Department of Neuroscience and Biomedical Engineering, Aalto University, Finland.
Department of Neuroscience and Biomedical Engineering, Aalto University, Finland.
Neuroimage. 2020 Jan 1;204:116221. doi: 10.1016/j.neuroimage.2019.116221. Epub 2019 Sep 26.
Linear machine learning models "learn" a data transformation by being exposed to examples of input with the desired output, forming the basis for a variety of powerful techniques for analyzing neuroimaging data. However, their ability to learn the desired transformation is limited by the quality and size of the example dataset, which in neuroimaging studies is often notoriously noisy and small. In these cases, it is desirable to fine-tune the learned linear model using domain information beyond the example dataset. To this end, we present a framework that decomposes the weight matrix of a fitted linear model into three subcomponents: the data covariance, the identified signal of interest, and a normalizer. Inspecting these subcomponents in isolation provides an intuitive way to inspect the inner workings of the model and assess its strengths and weaknesses. Furthermore, the three subcomponents may be altered, which provides a straightforward way to inject prior information and impose additional constraints. We refer to this process as "post-hoc modification" of a model and demonstrate how it can be used to achieve precise control over which aspects of the model are fitted to the data through machine learning and which are determined through domain information. As an example use case, we decode the associative strength between words from electroencephalography (EEG) reading data. Our results show how the decoding accuracy of two example linear models (ridge regression and logistic regression) can be boosted by incorporating information about the spatio-temporal nature of the data, domain information about the N400 evoked potential and data from other participants.

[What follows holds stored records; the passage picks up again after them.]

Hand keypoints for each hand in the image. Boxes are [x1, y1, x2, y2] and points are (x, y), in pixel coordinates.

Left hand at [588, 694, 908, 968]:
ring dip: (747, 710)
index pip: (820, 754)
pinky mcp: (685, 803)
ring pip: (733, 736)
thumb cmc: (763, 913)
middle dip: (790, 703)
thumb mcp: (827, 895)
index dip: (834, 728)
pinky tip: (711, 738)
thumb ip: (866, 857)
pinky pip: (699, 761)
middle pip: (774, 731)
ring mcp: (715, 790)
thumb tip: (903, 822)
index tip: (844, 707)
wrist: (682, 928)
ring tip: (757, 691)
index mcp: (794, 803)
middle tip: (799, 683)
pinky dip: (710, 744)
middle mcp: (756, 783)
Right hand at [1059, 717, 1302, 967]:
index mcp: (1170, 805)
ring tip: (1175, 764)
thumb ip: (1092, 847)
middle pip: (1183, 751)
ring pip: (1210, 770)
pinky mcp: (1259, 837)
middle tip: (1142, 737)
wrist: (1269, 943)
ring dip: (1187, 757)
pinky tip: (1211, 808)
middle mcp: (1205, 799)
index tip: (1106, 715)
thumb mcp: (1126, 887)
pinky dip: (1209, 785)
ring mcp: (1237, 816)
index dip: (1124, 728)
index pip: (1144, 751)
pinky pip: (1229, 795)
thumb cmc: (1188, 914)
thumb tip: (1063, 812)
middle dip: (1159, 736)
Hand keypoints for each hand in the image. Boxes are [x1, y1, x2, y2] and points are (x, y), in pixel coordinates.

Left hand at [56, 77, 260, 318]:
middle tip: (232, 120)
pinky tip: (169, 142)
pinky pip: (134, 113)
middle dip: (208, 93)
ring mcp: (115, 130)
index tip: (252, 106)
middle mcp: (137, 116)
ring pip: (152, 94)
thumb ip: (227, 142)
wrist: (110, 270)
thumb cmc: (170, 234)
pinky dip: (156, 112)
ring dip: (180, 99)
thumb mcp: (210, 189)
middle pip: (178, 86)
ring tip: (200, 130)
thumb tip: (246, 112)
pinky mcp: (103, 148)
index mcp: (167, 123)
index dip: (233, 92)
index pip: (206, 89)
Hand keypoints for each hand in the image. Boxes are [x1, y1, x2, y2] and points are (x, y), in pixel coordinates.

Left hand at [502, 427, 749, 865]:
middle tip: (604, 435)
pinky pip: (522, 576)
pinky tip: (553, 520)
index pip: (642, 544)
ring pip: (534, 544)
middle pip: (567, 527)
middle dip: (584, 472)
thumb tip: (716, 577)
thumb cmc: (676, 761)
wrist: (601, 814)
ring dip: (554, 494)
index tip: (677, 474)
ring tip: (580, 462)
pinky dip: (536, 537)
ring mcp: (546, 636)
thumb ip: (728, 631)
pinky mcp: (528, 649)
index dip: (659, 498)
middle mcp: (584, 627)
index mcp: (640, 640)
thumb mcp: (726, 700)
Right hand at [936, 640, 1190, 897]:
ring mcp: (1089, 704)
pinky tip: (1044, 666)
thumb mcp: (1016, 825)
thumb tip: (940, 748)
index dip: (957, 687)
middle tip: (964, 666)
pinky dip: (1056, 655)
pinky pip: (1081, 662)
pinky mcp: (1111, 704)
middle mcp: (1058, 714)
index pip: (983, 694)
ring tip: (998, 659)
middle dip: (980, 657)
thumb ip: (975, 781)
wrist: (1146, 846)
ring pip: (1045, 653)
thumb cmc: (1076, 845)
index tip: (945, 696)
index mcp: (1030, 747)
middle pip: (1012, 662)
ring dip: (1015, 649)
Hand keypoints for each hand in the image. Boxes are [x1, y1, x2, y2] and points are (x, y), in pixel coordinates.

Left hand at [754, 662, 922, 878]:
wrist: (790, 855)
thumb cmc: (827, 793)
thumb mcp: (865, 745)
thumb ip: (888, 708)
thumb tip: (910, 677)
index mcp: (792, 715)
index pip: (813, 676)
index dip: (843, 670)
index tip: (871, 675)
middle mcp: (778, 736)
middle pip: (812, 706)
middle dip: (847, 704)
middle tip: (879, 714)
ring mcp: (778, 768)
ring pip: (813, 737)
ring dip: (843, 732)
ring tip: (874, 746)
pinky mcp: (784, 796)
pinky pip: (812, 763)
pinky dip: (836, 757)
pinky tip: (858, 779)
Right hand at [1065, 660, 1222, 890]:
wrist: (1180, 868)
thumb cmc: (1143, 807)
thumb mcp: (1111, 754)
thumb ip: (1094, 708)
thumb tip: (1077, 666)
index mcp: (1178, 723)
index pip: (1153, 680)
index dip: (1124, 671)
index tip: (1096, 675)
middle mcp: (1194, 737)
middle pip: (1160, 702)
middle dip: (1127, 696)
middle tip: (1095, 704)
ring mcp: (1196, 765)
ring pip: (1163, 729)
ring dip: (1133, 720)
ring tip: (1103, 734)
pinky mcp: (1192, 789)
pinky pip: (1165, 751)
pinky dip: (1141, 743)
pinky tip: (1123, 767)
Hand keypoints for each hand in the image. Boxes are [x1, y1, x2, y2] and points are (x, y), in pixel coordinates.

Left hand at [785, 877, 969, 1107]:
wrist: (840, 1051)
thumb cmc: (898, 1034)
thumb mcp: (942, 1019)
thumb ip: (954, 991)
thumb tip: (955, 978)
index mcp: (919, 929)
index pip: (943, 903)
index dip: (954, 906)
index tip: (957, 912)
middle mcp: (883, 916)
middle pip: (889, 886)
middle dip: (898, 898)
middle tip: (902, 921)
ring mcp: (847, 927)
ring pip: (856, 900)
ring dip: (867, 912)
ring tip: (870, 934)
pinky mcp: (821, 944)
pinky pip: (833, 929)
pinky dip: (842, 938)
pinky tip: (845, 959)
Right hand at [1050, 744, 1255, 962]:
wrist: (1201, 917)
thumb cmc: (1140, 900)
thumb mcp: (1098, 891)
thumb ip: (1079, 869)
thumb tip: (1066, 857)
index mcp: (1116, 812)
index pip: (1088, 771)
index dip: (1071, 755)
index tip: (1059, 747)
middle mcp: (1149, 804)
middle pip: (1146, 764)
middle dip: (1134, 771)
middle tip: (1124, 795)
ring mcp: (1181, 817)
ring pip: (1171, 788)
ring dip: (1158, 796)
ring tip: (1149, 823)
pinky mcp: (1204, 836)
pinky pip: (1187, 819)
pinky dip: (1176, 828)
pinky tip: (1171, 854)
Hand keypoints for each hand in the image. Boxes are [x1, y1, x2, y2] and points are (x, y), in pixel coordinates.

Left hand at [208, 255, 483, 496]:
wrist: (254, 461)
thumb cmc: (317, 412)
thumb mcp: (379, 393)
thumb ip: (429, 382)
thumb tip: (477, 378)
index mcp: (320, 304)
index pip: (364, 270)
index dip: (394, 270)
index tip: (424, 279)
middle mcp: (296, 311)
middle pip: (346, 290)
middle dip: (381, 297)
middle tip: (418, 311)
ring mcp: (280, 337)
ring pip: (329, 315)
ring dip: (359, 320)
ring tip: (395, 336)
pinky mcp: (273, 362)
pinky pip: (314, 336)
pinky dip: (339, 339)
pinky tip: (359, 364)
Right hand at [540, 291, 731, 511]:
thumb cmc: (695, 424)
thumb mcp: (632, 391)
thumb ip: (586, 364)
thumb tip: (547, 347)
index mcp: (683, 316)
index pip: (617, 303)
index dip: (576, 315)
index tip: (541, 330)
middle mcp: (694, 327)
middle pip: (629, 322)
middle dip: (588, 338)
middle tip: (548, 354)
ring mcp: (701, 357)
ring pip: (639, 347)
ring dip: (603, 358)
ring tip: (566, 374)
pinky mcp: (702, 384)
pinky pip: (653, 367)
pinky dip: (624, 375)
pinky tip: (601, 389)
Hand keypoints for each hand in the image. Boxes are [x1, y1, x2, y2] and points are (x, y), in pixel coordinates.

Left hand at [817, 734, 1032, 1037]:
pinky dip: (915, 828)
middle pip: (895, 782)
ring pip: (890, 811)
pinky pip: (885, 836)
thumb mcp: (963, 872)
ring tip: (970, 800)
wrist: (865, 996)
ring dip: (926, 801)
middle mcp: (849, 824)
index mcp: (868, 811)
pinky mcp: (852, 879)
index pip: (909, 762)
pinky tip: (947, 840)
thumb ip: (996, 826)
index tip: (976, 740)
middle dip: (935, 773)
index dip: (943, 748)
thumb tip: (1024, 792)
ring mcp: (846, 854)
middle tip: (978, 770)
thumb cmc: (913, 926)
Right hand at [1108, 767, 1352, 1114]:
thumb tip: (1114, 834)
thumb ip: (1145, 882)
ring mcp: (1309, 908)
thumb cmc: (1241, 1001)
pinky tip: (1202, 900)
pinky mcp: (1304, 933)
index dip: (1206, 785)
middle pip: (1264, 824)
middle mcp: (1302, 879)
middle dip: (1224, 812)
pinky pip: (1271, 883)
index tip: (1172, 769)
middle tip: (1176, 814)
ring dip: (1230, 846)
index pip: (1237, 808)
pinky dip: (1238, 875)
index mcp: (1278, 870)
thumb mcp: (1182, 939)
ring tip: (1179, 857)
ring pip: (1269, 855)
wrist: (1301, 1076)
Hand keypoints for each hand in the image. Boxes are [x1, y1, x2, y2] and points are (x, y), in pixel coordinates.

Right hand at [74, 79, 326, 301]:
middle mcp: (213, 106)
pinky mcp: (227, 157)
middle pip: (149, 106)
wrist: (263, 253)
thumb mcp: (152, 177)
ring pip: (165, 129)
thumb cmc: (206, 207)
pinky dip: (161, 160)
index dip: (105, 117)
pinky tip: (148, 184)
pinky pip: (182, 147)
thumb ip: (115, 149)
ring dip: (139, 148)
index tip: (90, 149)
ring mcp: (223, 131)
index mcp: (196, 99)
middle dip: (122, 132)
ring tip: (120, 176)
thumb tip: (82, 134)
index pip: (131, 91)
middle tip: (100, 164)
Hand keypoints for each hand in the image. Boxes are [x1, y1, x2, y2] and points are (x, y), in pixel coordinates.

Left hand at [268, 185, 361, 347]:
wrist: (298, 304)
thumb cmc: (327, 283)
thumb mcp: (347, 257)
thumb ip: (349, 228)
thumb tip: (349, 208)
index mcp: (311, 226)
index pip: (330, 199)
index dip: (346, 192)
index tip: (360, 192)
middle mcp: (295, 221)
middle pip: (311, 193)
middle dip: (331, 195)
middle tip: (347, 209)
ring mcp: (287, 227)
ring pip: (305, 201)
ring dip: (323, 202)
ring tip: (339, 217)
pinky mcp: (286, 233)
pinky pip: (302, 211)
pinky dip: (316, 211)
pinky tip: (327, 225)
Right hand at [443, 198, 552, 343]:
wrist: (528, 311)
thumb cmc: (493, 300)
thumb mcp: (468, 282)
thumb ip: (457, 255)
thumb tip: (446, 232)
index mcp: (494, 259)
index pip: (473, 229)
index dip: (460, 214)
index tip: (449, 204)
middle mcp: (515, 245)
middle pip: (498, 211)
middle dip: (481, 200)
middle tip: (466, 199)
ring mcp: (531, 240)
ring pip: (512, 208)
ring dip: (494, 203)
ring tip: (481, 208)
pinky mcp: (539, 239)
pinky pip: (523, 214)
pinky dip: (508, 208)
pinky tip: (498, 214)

线性机器学习模型通过暴露于具有期望输出的输入示例来“学习”数据转换,为分析神经影像学数据的各种强大技术奠定了基础。然而,它们学习所需转换的能力受到示例数据集的质量和大小的限制,在神经影像学研究中,数据集通常是出了名的嘈杂和小。在这些情况下,需要使用示例数据集之外的领域信息来微调学习的线性模型。为此,我们提出了一个框架,将拟合线性模型的权重矩阵分解为三个子组件:数据协方差、感兴趣的已识别信号和归一化器。单独检查这些子组件提供了一种直观的方法来检查模型的内部工作原理,并评估其优缺点。此外,这三个子组件可以被改变,这为注入先验信息和施加额外约束提供了一种简单的方法。我们将这个过程称为对模型的“后处理修改”,并演示如何通过机器学习来精确控制模型的哪些方面适合数据,以及通过领域信息来确定哪些方面适合数据。作为一个示例用例,我们从脑电图 (EEG) 阅读数据中解码单词之间的联想强度。我们的结果表明,通过合并关于数据的时空性质的信息、关于 N400 诱发电位的领域信息以及来自其他参与者的数据,可以提高两个示例线性模型(岭回归和逻辑回归)的解码准确性。